Italy may require early elections to break a political deadlock, government sources indicated on Friday, after Prime Minister Mario Draghi resigned in the aftermath of a coalition partner’s rebellion.

On Thursday, President Sergio Mattarella rejected Draghi’s resignation and requested him to address parliament next week in order to have a better understanding of the political situation. 

If government unity cannot be restored quickly, the only option would be to call an election in the fall, Foreign Minister Luigi Di Maio said, warning that an early vote would be welcomed by Russia but would harm Italy’s economy.

“If Draghi falls, we vote,” he told RTL radio, adding that if Italy does not have a fully functional government in the next months, it risks losing billions of euros in European Union post-pandemic recovery money and would be unable to implement steps to tackle rising energy prices.

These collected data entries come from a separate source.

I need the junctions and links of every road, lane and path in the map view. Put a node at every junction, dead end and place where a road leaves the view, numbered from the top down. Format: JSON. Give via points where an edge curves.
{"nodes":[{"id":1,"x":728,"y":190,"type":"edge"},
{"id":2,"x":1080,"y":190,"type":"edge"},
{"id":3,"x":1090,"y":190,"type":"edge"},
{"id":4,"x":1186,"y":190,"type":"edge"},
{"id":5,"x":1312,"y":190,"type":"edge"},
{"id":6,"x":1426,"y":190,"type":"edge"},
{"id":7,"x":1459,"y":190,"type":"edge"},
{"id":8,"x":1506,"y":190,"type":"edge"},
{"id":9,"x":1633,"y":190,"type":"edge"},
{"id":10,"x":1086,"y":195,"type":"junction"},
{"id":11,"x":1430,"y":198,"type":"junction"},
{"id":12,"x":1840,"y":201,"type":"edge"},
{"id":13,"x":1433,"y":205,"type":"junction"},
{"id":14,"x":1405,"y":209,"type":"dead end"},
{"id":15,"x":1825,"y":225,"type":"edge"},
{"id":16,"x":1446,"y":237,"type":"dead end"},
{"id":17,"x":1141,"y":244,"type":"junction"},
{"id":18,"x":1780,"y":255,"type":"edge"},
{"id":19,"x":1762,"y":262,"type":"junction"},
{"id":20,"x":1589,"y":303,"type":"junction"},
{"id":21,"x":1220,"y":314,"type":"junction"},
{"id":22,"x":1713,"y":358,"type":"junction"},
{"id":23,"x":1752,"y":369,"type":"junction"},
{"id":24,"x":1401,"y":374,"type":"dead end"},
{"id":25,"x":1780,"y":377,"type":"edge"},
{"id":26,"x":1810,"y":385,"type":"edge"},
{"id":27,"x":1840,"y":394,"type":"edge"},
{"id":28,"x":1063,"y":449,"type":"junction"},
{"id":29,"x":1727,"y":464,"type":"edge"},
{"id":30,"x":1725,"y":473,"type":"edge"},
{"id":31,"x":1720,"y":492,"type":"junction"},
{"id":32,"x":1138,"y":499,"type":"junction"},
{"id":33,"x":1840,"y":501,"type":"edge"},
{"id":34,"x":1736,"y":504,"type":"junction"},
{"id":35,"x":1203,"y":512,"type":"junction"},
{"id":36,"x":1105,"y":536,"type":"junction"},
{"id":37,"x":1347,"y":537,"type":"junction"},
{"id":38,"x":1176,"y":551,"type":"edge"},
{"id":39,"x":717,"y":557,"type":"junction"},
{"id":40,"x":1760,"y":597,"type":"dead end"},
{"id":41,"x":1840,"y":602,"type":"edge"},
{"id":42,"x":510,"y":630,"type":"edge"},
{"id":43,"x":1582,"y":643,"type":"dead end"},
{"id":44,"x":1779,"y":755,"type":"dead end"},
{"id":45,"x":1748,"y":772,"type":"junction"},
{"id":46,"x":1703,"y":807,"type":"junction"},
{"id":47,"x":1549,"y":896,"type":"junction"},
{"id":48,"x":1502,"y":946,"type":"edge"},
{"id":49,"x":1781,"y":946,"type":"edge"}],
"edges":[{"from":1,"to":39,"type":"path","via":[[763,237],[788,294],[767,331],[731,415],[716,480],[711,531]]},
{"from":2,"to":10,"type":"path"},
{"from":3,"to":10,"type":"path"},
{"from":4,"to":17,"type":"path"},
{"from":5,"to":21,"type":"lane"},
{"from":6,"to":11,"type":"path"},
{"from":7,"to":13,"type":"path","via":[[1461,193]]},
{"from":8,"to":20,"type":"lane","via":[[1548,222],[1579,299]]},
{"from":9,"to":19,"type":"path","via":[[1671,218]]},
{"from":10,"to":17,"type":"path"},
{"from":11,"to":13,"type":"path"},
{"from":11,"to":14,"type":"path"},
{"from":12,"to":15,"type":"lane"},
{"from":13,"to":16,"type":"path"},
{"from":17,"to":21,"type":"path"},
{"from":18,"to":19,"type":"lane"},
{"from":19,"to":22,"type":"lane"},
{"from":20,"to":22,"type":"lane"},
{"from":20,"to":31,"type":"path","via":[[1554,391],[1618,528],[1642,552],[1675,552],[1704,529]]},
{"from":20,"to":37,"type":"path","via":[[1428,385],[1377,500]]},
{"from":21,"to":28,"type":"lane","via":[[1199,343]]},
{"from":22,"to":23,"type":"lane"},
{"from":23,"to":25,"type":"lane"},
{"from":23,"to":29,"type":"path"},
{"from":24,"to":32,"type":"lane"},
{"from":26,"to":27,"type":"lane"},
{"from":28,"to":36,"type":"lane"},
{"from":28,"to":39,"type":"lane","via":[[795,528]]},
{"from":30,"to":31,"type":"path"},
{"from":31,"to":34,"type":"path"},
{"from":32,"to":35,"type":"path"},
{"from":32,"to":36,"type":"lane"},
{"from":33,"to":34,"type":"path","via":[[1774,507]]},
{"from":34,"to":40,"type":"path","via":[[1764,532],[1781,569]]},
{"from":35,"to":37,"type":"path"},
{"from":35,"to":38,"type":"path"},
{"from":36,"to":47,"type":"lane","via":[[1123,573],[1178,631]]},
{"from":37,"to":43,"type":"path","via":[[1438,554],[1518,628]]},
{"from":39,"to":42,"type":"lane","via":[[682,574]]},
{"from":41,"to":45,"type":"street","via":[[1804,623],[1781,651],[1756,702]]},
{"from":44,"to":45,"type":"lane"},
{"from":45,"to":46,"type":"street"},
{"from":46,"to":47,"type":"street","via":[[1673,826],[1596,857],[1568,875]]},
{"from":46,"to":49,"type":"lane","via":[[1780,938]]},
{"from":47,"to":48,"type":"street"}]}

“The Draghi government and the coalition that supported it must continue, but right now I see it as very, very difficult.”

Draghi’s 18-month-old administration has been thrown into disarray by the populist 5-Star Movement, which skipped a parliamentary confidence vote on Draghi’s initiatives to combat rising living costs on Thursday, claiming they were insufficient.

Critics argue that the party, which was ripped apart by a rift last month, was acting only for self-interest, eager to rebuild its reputation with voters after a drop in polls.

Political uncertainty has alarmed financial markets, with the premium Italy pays over German debt reaching a one-month high on Friday.

Underscoring such fears, European Central Bank policymaker Olli Rehn warned Italy might be especially hard affected by a European energy crisis in the aftermath of its political upheaval, praising Draghi for bringing “much-needed stability, perseverance and firmness to Italian decision-making.”

“It may be that we will see a very difficult period in Italy.” Rehn stated in his home Finland.